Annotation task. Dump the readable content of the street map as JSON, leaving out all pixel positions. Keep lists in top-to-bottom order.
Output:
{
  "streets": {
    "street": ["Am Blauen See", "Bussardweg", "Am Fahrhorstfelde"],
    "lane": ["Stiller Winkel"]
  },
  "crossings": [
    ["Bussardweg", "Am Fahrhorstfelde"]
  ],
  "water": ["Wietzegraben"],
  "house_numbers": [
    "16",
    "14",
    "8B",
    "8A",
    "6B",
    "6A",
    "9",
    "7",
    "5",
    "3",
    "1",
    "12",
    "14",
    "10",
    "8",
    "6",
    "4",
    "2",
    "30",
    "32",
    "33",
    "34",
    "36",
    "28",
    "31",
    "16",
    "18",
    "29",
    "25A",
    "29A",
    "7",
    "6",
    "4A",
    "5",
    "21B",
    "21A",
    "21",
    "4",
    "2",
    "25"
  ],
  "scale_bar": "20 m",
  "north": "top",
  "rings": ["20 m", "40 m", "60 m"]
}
+ + + +
▶ _EXERCISE REQUIREMENTS_:
Repeat all of the entries above exactly.

▶ _EXPECTED ANSWER_:
Annotation task. Dump the readable content of the street map as JSON, leaving out all pixel positions. Keep lists in top-to-bottom order.
Output:
{
  "streets": {
    "street": ["Am Blauen See", "Bussardweg", "Am Fahrhorstfelde"],
    "lane": ["Stiller Winkel"]
  },
  "crossings": [
    ["Bussardweg", "Am Fahrhorstfelde"]
  ],
  "water": ["Wietzegraben"],
  "house_numbers": [
    "16",
    "14",
    "8B",
    "8A",
    "6B",
    "6A",
    "9",
    "7",
    "5",
    "3",
    "1",
    "12",
    "14",
    "10",
    "8",
    "6",
    "4",
    "2",
    "30",
    "32",
    "33",
    "34",
    "36",
    "28",
    "31",
    "16",
    "18",
    "29",
    "25A",
    "29A",
    "7",
    "6",
    "4A",
    "5",
    "21B",
    "21A",
    "21",
    "4",
    "2",
    "25"
  ],
  "scale_bar": "20 m",
  "north": "top",
  "rings": ["20 m", "40 m", "60 m"]
}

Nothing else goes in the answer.